McNulty nodded his thanks but didn’t speak. Harris went back to eating his breakfast. Being an ex-cop was both a curse and a blessing. It meant that you saw the world in a different light than the rest of the population, people who have never seen the dark things that men can do to one another. It also made you feel invincible, like when you were on the job, except you don’t have the resources or the backup anymore. That was the trap that McNulty had fallen into. The cloverleaf overpass had brought that home to him. Setting himself up as a target at the courthouse set had been a step too far. It was foolish to think that a man who had already shot five people wouldn’t shoot him at the drop of a hat. The upside of being an ex-cop is you know when the real cops have no evidence to hold you. That’s why he was having breakfast now.

“So I’m off the hook then?”

Harris stabbed at a piece of bacon and it shattered, sending splinters of cremated meat across the table. “Your grubby fingerprints are all over this investigation. Between covering for Titanic Productions and helping deflect shit from the Chester Brook Orphanage, I trust you about as much as a fox in a henhouse.”

McNulty leaned back in his chair. “I’m not after the hens.”

Harris gave up on his breakfast.

“I know. You protect the hens.
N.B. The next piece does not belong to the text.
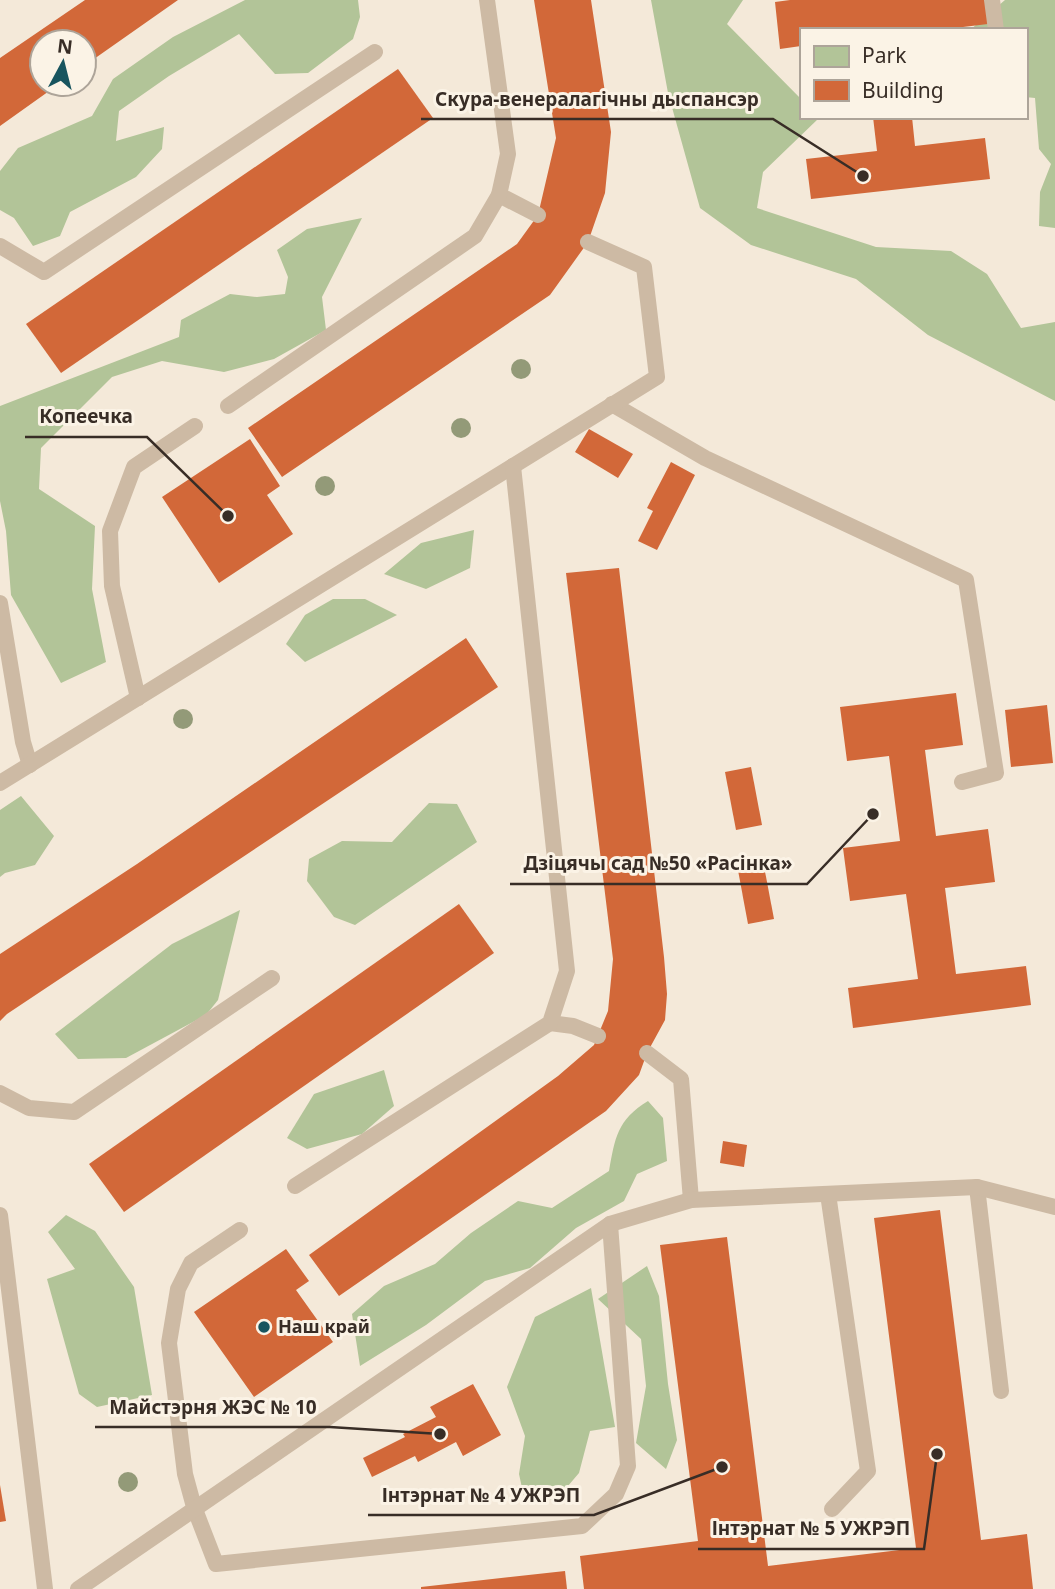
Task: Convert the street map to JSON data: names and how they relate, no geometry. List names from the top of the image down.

I read your file.” He pushed his plate away. “But protecting people is exactly why you’re mud deep in this.” He rested his elbows on the table and hardened his tone. “And here’s something else to think about.” He stabbed a finger at the table. “You setting that shit up last night. At the movie set. That had all my guys looking at you and the orphanage. Completely the wrong direction for somebody planting a bomb at the courthouse.”

THIRTY

Harris didn’t offer McNulty a lift, so he walked back to where he’d parked his car last night. Round the back of the CVS and Petco. The walk was only half a mile but it gave him time to think. He had a lot to think about. The sun was in his face all the way along Summer Street so he was squinting when he passed the District Court and crossed the street into the CVS parking lot. White smoke and steam still drifted out of the gaping hole in the side of the courts building, a hole protected by crime-scene tape and a cop standing guard. The cloud hung in the air like a speech balloon waiting for some words. McNulty was trying to figure what the words should be when he changed his mind. Forget the car. He did the cop thing instead and went into Dunkin. He preferred it when it had been Dunkin’ Donuts.

Looking out from Dunkin’s corner location next to the CVS Pharmacy, McNulty scrutinized the real courthouse over a latte and a donut. The same thing came to mind that he’d been thinking all the way from Police Headquarters: it didn’t make any sense to shoot a fake judge and blow up the real District Court. There was no way Judge Reynolds was going to be swayed by threats or intimidation. If anything, trying to sway him just made it more likely the porn syndicate would get a harsher sentence when they were found guilty. No sense at all.